SALT LAKE CITY (ABC4) – Utah public health officials have confirmed the first three cases of rabies in bats for the summer, exposing multiple people and pets.

“The humans received preventive vaccines, and the dogs received boosters and a 45-day home quarantine because they were up-to-date on their rabies vaccinations,” a statement from the Utah Department of Health and Human Services (DHHS) reads.

With the confirmed cases, the department is issuing a reminder about the risk of rabies exposure.

“If you find yourself near a bat, dead or alive, do not touch, hit, or destroy it and do not try to remove it yourself,” said Hannah Rettler, an epidemiologist with DHHS.

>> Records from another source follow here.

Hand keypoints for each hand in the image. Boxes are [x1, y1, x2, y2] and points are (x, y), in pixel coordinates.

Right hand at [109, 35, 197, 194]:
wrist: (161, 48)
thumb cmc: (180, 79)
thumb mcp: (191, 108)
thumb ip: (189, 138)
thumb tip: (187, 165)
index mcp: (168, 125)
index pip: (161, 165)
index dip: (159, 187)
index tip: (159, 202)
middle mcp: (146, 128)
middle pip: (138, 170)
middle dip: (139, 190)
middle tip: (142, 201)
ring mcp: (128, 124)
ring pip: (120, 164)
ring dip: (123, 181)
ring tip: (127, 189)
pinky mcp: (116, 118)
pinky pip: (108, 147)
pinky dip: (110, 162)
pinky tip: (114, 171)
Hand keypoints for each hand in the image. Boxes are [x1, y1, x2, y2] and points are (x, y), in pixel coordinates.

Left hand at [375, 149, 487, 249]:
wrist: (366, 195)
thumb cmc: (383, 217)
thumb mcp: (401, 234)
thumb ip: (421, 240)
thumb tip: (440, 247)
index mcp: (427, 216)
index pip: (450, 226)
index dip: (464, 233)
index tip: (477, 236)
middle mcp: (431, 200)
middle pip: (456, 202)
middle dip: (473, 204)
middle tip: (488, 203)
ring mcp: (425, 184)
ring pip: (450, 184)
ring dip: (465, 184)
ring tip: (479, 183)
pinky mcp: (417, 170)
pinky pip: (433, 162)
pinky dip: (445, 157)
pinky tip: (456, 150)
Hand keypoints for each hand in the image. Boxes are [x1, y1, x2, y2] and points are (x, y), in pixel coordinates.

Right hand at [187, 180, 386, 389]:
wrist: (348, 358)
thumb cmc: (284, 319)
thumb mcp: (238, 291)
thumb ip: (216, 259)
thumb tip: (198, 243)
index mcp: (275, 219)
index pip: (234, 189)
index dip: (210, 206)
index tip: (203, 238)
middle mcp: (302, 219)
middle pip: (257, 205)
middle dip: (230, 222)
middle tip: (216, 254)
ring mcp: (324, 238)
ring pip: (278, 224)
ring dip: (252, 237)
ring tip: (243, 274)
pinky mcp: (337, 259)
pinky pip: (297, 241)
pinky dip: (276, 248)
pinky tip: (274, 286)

A bite or scratch from any animal infected with rabies can transmit it.

They also warn that if an unvaccinated pet is exposed to rabies, the only options are four-month professional isolation at your expense or euthanasia.

“Keeping your pet current on its rabies vaccines is the most important and affordable way to protect you and your pet from rabies,” the department advises.

In addition to vaccinating your pets, follow these guidelines to help reduce your risk for getting rabies.

  • Keep your pets inside and supervise them when outside. 
  • Call your local animal control officials to report stray dogs and cats.
  • Don’t approach wild animals. Stay away from any animal that seems unafraid or aggressive. If you see a wild animal acting strangely, report it to the nearest local Utah Division of Wildlife Resources office or animal control agency.
  • Keep bats out of your home. Seal any cracks and gaps where bats can enter your home.
  • Consider the rabies pre-exposure vaccine if you plan to travel to a country where rabies is common. Ask your healthcare provider or travel clinic whether you should receive the rabies vaccine.
  • If you or your pet is exposed to a wild animal, the Utah Public Health Laboratory can test the wild animal for rabies if testing is warranted.
  • If you are bitten by any animal (domestic or wild), immediately wash the wound well with soap and water and see a healthcare provider.

Signs of rabid animals include changes in normal behavior such as aggression, attacking without reason, foaming at the mouth, no interest in food or water, staggering, or paralysis.

If you see an animal showing signs of rabies or think you may have been exposed, call your local health department.